### Classification of Monoidal Involutions Having a Fixed Tangent Cone

Introduction

If a (1, 2) algebraic correspondence is established between the points of two spaces (x') and (x), such that a point P_{1} of (x) uniquely determines a point P' of (x'), but the point P' determines two points of (x), P_{1} and a second point P_{2}, P_{1} and P_{2} are conjugate points in a rational involution. The correspondence between the spaces is defined by associating with the planes of (x') a web of surfaces, order n, of (x), such that any three surfaces of the web, not all belonging to the same pencil, intersect in only two variable points. These two points correspond to the one point in (x') which is the intersection of the three associated planes, and they are two conjugate points of the involution. For certain points P' it happens that the images P_{1} and P_{2} coincide. The locus of such points P' is called the surface of branch points L'. its image, the locus of the point P_{1}- P_{2}, is called the surface of coincident points, K. This latter surface is always a component of the Jacobian of the web |S_{n}|, images of the planes of (x').

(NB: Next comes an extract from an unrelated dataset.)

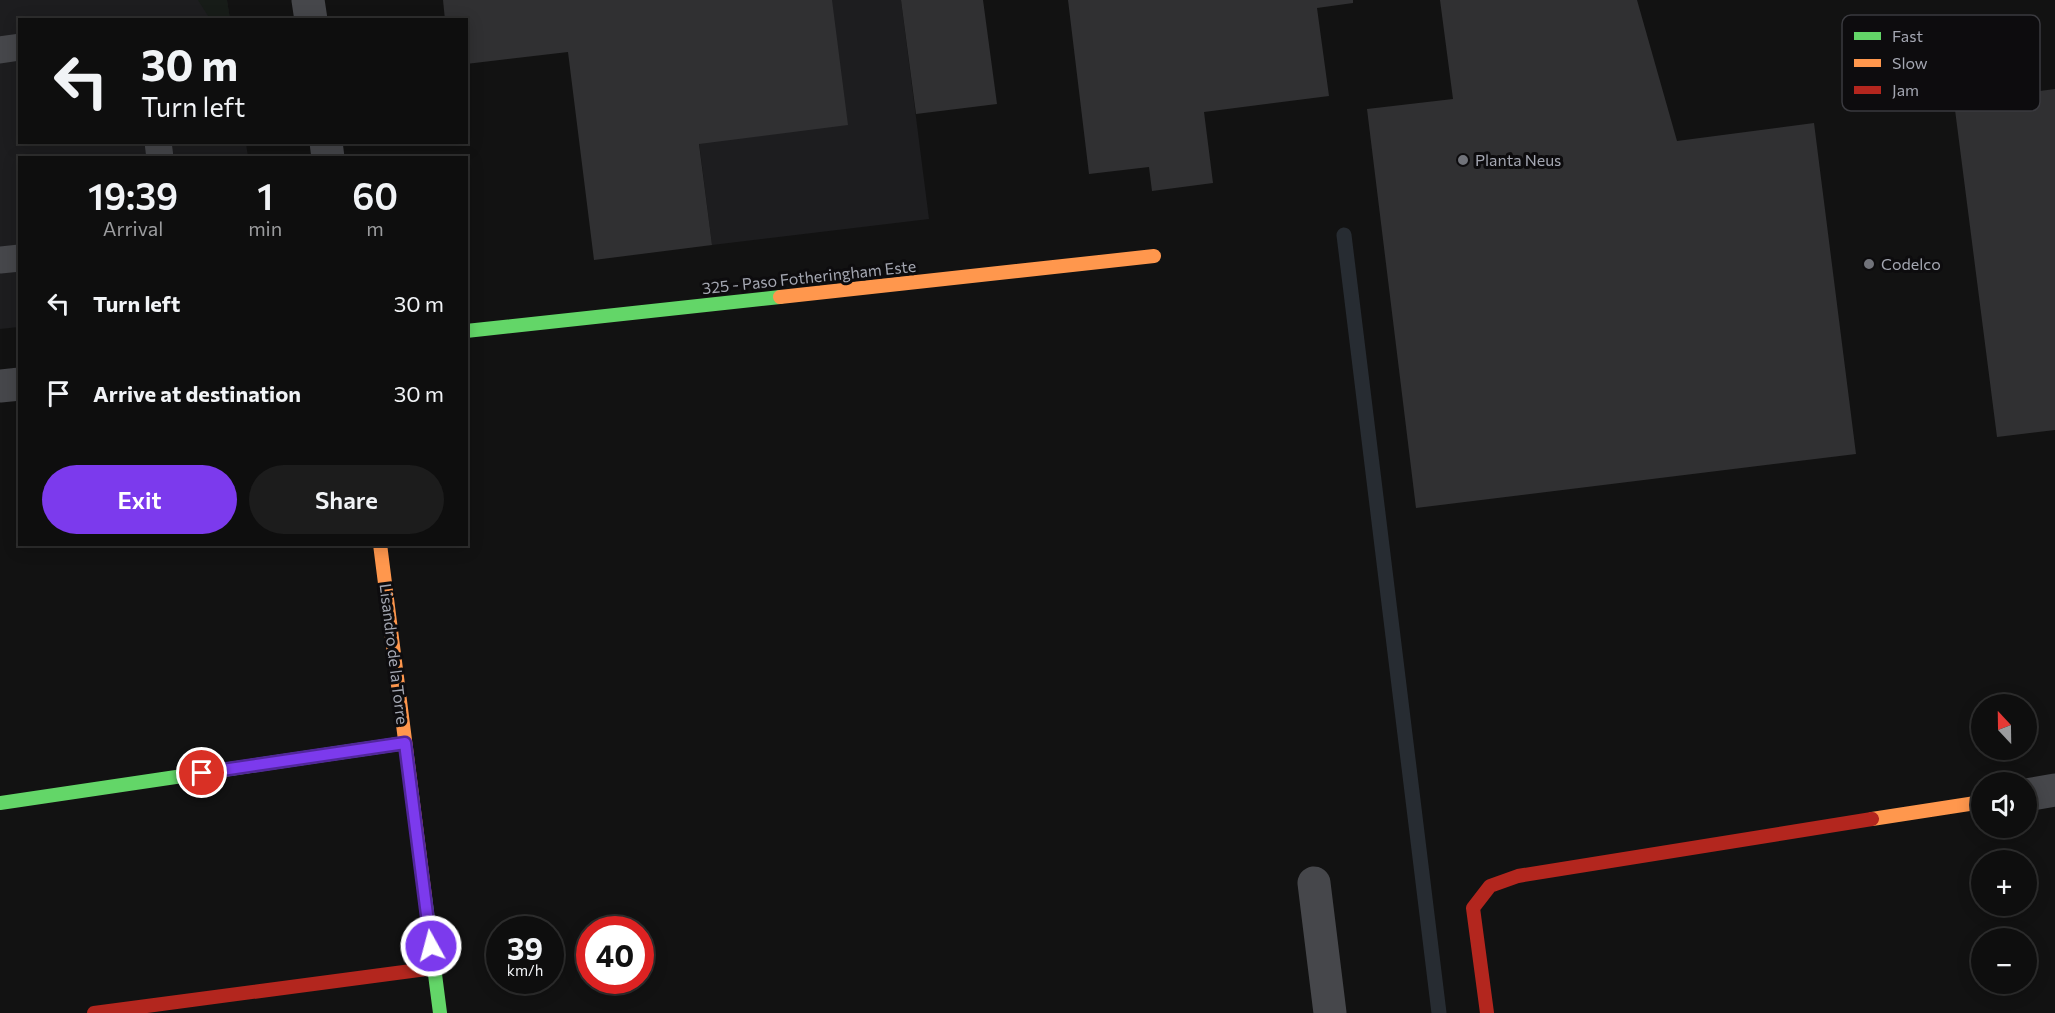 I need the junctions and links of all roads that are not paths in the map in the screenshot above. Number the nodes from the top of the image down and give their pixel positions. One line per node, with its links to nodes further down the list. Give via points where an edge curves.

The first systematic discussion of (1, 2) correspondence between two spaces was given by De Paolis. Previously De Paolis had studied the (1, 2) correspondence between two planes, as had Noether and others. This space transformation has proved useful in the investigation of the singularities of certain surfaces, for example, the Kummer surface, and has also been used in the study of space involutions by Sharpe and Snyder. In the present paper it is used in discussing some types of monoidal involutions in which the monoidal transformation is compounded with the homology, the Geiser, the Bertini and the Jonquieres involutions in the bundle. In addition all monoids of the web defining the (1, 2) correspondence have a fixed tangent cone.